From Soil Erosion’s Past Come Clues to Its Future Impact on Climate Change

Our planet is so interconnected that one country’s problems are rarely its own. Especially when it comes to the growing global demand for food, they become everyone’s concern and the geopolitical risks involved are one thing driving Dr. Jean-Philippe Jenny’s research. His mission is to understand human impact on soil erosion around the world and its consequences for both the food supply and climate change. Human activities like the construction of dams, intensive agriculture or deforestation contribute to the movement of soils and their runoff into waterways. This can degrade the quality of agricultural land and also plays a role in the carbon cycle by displacing carbon stored in the landscape. To accurately predict future soil erosion rates, Dr. Jenny needs to reconstruct their past. Since measurements of soil transport have been taken only in recent years, he will turn to the information stored in lake sediments, like archives of accumulated soils, washed in over time.
Computer models of soil erosion processes do exist, but they do not address the changing dynamics of long-term human influence. Dr. Jenny’s interdisciplinary approach will, for the first time, unite predictive ecosystem modeling with the study of the past through lake sediments and allow him to verify the impact of the last 100 years of human intervention on the landscape. With extensive open source datasets on European lake sediments, climate and land use, he will analyze the effects of human activities—major construction, farming, urbanization—on erosion rates over time. Samples from lakes on six continents will allow him to understand erosion in a range of very different environments and to quantify the dynamics of agricultural soil loss. This work will lead to the first database on highly resolved changes in mineral and organic composition devoted to studying lake archives from the regional to the global level.

With the data collected, Dr.
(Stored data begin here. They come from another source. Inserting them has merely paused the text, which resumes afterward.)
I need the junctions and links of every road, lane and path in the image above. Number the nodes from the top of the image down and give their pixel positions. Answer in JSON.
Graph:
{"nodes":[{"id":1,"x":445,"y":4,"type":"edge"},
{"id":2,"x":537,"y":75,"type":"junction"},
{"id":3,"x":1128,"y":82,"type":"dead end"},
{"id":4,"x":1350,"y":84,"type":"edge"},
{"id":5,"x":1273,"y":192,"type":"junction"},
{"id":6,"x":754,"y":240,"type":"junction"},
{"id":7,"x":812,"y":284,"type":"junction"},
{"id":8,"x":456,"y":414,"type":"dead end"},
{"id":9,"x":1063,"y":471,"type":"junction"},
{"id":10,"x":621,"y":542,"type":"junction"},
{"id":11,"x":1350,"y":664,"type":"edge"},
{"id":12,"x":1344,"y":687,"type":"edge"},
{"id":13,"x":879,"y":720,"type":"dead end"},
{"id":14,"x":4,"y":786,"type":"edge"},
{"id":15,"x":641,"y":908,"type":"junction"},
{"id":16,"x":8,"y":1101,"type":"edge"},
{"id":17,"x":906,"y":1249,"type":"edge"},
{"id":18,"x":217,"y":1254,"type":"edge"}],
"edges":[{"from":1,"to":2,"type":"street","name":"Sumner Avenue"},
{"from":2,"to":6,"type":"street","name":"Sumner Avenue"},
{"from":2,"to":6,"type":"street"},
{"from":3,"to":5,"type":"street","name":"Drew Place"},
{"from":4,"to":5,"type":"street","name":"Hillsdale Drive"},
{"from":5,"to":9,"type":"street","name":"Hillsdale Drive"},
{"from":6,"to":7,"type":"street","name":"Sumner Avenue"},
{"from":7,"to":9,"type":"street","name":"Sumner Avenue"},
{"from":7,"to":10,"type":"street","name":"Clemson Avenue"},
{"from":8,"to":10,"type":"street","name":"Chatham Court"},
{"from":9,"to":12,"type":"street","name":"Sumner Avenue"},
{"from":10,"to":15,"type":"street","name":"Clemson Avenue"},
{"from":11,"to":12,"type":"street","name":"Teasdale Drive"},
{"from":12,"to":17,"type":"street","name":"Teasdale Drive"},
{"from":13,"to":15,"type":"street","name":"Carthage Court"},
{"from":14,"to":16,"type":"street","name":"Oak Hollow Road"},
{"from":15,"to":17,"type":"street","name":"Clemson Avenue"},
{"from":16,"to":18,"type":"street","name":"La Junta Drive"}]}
Jenny will also explore soil erosion’s impact on the carbon cycle. Carbon is stored in the ground, following decomposition of organic matter, for example. When soil is transported, the carbon it holds may be transferred to lake sediments, or escape into the atmosphere, potentially contributing to climate change. However, little is known of this process and models of the carbon cycle generally neglect the input of erosion and of bodies of water. Dr. Jenny’s goal is to find out whether soil erosion will increase carbon transfer and affect the carbon cycle. “Sediment records from lakes can tell us about the production and emission of carbon from the lake itself into the atmosphere,” Dr. Jenny explains, “but they also tell us how much of that carbon came from the soil. So, we can identify if certain practices like agriculture or forestry are connected to an increased rate of transport of carbon. If so, this would be a factor that is not considered in current carbon cycle models.”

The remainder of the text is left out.